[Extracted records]
┄┄┄┄┄┄┄┄┄┄

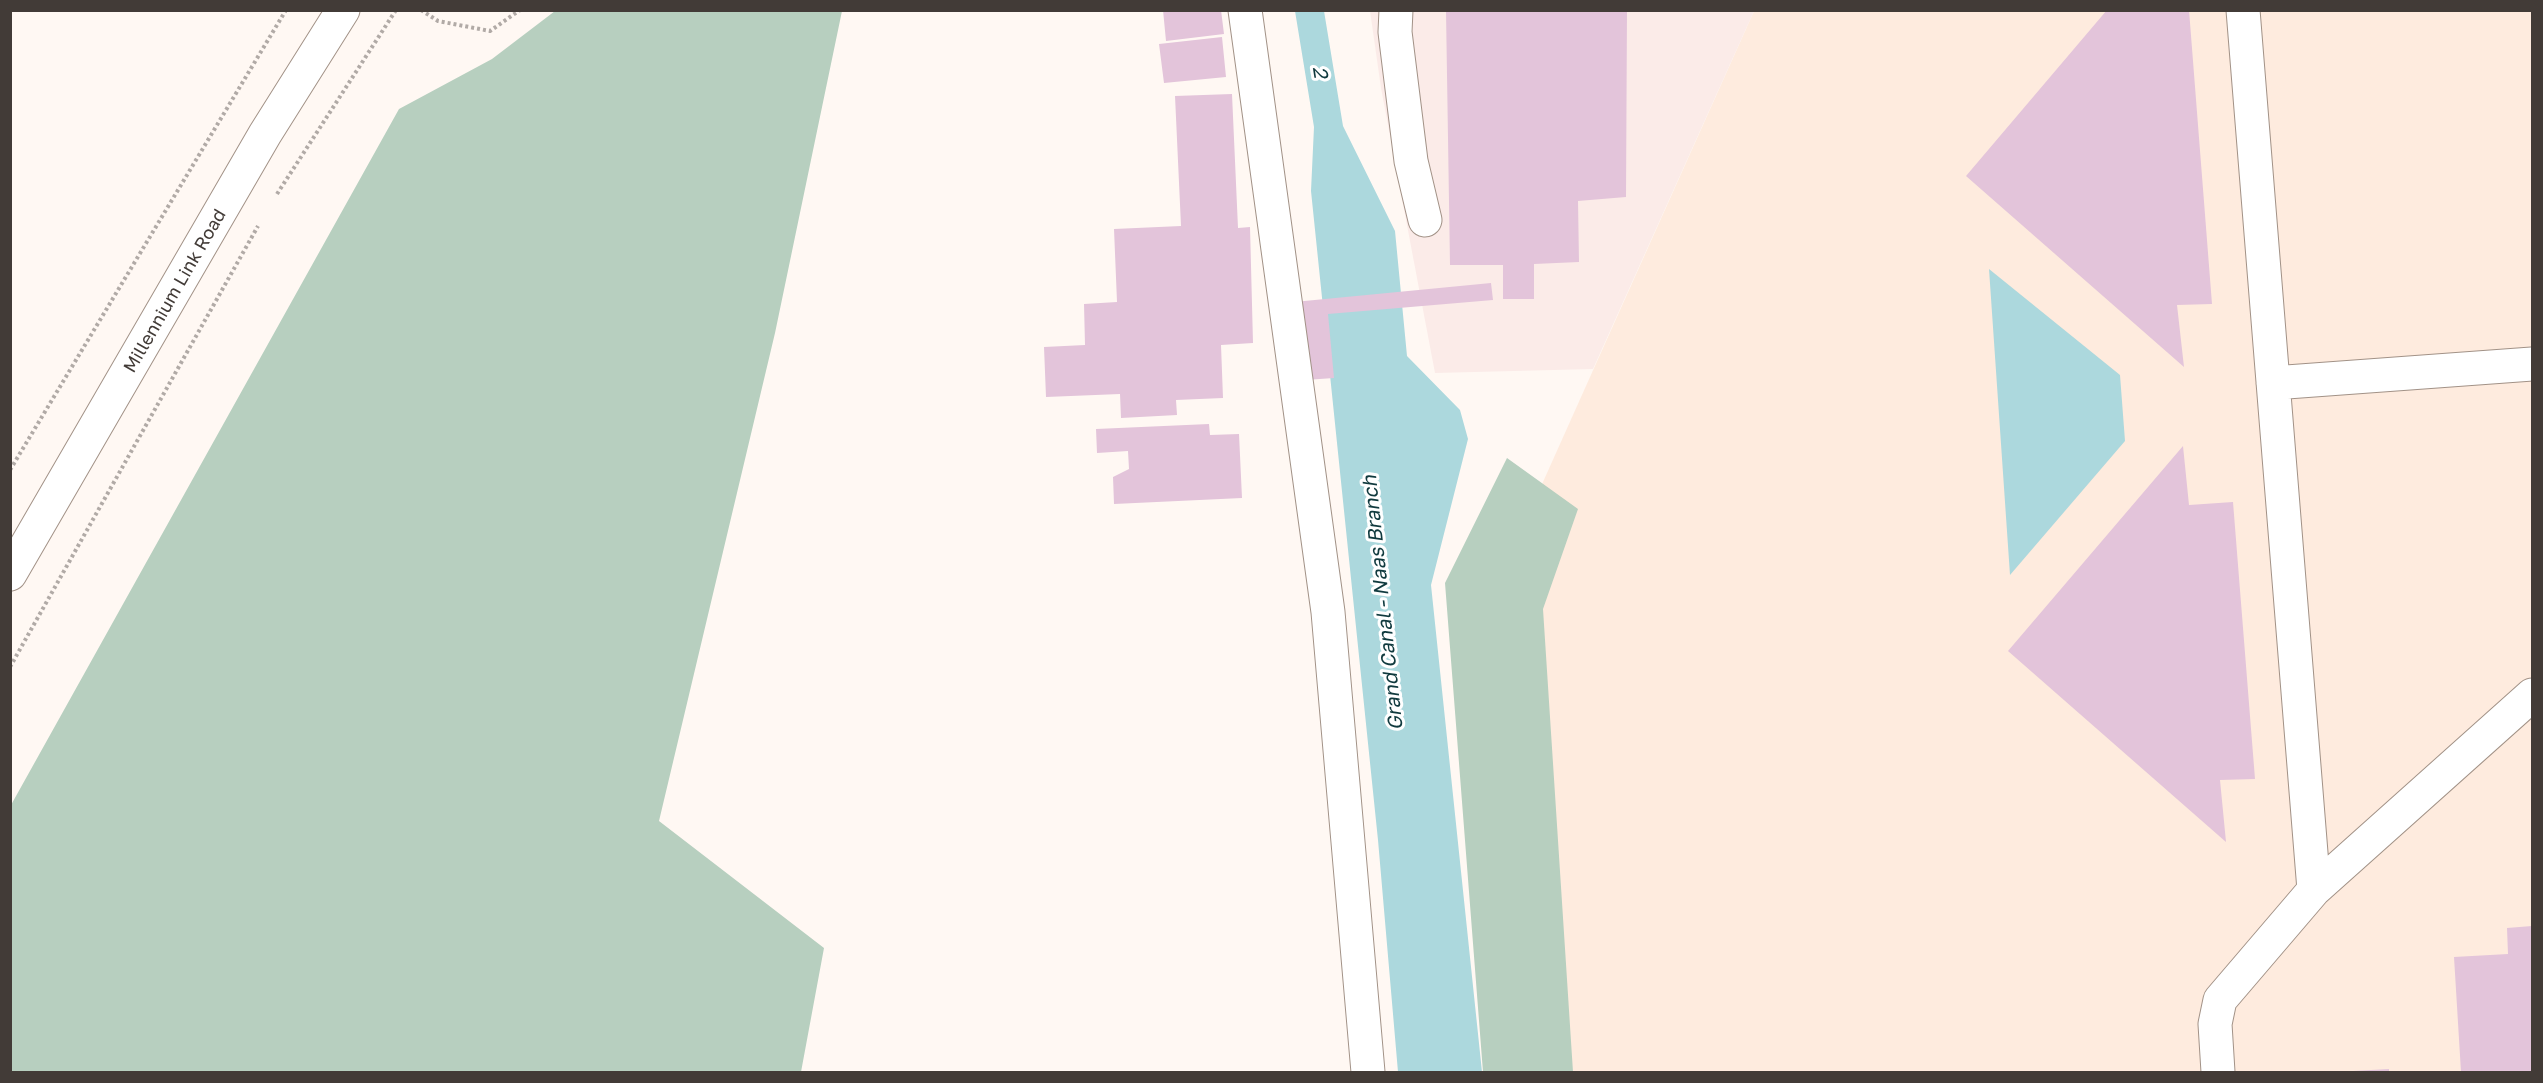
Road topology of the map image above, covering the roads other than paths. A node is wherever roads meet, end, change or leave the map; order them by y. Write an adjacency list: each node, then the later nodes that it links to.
1 (343, 10): 8 (street, Millennium Link Road)
2 (1245, 10): 11 (street)
3 (1396, 10): 5 (street)
4 (2243, 10): 7 (street)
5 (1425, 220)
6 (2532, 364): 7 (street)
7 (2273, 382): 10 (street)
8 (10, 574)
9 (2532, 695): 10 (street)
10 (2314, 890): 12 (street)
11 (1368, 1072)
12 (2218, 1072)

┄┄┄┄┄┄┄┄┄┄

* Problem statement:
With images left out, the data must be transcribed exactly.

* Answer to this problem:
Road topology of the map image above, covering the roads other than paths. A node is wherever roads meet, end, change or leave the map; order them by y. Write an adjacency list: each node, then the later nodes that it links to.
1 (343, 10): 8 (street, Millennium Link Road)
2 (1245, 10): 11 (street)
3 (1396, 10): 5 (street)
4 (2243, 10): 7 (street)
5 (1425, 220)
6 (2532, 364): 7 (street)
7 (2273, 382): 10 (street)
8 (10, 574)
9 (2532, 695): 10 (street)
10 (2314, 890): 12 (street)
11 (1368, 1072)
12 (2218, 1072)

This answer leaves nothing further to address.